Number of large animals continues to fall

The whale shark, considered a delicacy in many Asian countries

Wikimedia Commons

The number of large wild animals on the planet, known as megafauna, is decreasing as a result of various human activities, including the consumption of meat and eggs, clearing of forests for agriculture and farming, laying of roads, use of rivers for energy production, and pollution. Researchers from five countries (Australia, Canada, France, Mexico, and the USA) observed a 70% reduction in the populations of 362 megafauna species; 59% are threatened with extinction (Conservation Letters, February 6). Hunting for meat and eggs is the most common threat, faced by 98% of endangered species. The situation is most serious for cartilaginous fish such as sharks and rays.

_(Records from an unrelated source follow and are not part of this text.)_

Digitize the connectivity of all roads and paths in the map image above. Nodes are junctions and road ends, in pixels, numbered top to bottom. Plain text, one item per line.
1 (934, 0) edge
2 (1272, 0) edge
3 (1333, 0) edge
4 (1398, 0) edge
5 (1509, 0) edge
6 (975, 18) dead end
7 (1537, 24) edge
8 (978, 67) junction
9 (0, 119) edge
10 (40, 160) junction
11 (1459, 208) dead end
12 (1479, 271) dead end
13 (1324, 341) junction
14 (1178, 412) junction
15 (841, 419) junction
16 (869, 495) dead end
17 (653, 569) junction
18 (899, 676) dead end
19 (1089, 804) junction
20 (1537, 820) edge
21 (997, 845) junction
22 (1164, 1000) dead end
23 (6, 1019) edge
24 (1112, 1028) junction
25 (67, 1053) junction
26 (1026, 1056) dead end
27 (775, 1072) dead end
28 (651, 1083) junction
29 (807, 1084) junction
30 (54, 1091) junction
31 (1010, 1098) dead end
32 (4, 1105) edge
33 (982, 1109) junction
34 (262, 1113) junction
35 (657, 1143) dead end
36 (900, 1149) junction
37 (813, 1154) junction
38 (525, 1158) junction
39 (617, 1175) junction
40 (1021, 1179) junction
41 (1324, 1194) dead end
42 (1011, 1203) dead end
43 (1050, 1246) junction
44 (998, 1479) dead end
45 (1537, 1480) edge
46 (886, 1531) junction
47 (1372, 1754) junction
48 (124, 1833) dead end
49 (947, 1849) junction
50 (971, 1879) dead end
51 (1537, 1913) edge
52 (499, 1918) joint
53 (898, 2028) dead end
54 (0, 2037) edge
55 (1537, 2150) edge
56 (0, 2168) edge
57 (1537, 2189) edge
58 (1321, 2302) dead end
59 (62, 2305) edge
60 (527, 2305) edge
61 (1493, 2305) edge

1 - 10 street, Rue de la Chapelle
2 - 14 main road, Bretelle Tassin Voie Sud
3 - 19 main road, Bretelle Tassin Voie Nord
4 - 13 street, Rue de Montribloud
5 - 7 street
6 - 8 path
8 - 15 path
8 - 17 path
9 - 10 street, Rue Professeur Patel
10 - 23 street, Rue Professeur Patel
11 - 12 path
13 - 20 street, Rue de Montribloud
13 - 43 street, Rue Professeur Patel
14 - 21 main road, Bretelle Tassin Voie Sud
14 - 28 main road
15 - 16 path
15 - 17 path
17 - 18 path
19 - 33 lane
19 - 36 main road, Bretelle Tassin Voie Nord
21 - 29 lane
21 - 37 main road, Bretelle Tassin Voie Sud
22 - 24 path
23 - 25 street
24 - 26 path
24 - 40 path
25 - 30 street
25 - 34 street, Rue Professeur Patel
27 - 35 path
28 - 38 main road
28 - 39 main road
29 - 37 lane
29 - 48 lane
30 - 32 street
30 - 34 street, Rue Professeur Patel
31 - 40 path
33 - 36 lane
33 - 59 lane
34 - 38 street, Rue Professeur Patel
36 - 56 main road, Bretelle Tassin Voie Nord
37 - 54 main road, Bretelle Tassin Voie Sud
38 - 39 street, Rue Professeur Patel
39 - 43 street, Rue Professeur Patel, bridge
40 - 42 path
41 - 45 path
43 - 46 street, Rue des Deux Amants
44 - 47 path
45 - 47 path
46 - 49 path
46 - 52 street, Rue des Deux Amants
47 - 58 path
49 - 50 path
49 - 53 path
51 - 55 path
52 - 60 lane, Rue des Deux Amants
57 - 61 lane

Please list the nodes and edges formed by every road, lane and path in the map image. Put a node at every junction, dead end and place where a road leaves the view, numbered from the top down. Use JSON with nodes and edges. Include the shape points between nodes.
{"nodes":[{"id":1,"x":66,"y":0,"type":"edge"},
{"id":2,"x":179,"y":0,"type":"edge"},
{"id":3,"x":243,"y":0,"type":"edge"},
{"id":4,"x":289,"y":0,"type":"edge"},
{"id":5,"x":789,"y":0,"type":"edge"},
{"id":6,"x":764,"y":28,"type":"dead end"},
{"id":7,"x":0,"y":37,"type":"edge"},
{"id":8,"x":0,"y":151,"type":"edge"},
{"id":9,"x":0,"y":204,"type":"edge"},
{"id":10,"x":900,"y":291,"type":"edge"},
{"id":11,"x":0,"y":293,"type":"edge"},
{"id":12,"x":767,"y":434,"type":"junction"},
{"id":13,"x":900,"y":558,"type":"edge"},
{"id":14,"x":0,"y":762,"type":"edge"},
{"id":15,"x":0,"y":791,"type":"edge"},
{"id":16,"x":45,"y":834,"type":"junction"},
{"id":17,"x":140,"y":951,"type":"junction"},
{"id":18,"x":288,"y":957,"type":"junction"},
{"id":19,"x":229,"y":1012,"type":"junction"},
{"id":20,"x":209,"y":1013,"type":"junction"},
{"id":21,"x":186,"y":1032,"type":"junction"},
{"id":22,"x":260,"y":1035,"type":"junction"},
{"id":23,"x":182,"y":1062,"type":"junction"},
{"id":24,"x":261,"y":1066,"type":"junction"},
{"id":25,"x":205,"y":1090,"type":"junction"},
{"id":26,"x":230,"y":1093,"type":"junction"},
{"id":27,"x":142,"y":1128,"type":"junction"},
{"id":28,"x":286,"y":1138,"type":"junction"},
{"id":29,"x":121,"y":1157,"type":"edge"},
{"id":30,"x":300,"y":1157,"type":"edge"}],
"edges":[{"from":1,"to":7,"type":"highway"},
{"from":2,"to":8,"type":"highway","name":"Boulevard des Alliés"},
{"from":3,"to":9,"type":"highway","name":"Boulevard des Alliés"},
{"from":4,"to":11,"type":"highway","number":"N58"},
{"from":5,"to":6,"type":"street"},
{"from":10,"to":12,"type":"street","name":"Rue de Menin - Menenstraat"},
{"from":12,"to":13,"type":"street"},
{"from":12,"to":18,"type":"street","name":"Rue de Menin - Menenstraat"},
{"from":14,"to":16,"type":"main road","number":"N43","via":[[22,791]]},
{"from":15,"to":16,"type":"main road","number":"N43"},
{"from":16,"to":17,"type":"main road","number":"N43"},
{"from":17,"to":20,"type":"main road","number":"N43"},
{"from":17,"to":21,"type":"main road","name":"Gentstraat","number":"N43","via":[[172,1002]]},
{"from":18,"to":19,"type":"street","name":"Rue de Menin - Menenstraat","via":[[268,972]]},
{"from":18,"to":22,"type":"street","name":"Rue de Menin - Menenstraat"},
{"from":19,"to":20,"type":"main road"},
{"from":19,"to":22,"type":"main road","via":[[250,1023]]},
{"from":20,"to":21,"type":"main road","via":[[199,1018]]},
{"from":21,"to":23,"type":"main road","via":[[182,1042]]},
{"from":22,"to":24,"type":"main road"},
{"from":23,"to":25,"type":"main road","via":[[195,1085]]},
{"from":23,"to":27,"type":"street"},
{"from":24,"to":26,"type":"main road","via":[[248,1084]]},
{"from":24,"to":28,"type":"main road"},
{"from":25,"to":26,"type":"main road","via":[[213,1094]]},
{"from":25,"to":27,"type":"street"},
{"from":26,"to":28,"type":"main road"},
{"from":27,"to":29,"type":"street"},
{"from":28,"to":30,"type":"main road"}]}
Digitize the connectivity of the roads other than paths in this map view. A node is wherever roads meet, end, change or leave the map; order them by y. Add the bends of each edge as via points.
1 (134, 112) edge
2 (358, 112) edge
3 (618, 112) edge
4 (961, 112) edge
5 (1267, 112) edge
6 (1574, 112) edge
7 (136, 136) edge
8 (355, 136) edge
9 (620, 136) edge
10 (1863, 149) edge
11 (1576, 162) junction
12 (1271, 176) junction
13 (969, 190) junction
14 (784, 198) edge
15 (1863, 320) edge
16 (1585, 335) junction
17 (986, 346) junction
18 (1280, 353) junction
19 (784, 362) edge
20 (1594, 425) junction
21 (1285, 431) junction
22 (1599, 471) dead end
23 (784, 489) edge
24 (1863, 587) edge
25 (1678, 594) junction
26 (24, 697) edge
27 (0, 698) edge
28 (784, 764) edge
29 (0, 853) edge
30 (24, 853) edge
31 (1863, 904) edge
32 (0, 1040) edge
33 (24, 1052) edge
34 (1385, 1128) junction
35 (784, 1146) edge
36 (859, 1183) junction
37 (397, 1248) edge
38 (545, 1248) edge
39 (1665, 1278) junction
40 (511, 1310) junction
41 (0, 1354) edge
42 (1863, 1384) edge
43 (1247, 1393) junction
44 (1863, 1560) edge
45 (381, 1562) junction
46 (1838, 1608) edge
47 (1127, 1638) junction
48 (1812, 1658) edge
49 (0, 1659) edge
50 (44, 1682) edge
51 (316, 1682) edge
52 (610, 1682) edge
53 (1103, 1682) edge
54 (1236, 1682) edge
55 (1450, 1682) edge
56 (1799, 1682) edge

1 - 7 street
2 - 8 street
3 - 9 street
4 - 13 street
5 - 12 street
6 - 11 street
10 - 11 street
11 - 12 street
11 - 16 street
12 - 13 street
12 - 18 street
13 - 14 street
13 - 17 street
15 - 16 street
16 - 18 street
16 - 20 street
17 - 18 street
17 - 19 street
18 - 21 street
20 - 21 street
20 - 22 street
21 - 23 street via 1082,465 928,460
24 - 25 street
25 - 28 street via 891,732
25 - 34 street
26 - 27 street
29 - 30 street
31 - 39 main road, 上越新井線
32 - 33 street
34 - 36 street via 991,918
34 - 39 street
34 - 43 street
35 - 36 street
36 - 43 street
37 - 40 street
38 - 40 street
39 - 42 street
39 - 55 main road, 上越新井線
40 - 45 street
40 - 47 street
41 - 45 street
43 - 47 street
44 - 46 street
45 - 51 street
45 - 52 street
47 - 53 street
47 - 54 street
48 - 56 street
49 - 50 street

The only endangered bird species of megafauna, the Somali ostrich (Struthio molybdophanes), which lives in Ethiopia, Somalia, and Kenya, is hunted for its feathers, skin, and meat. Among the amphibians, the Chinese giant salamander (Andrias davidianus), which can reach 1.8 meters in length and over 40 kilograms in weight, is considered a delicacy in Asia, and is critically endangered largely due to hunting. Similarly, the whale shark (Rhincodon typus) is hunted for its fins and meat, which are valued highly in Asian markets. Nine megafauna species have gone extinct over the past 250 years, including two deer species and two types of giant tortoise, one of which died out in 2012.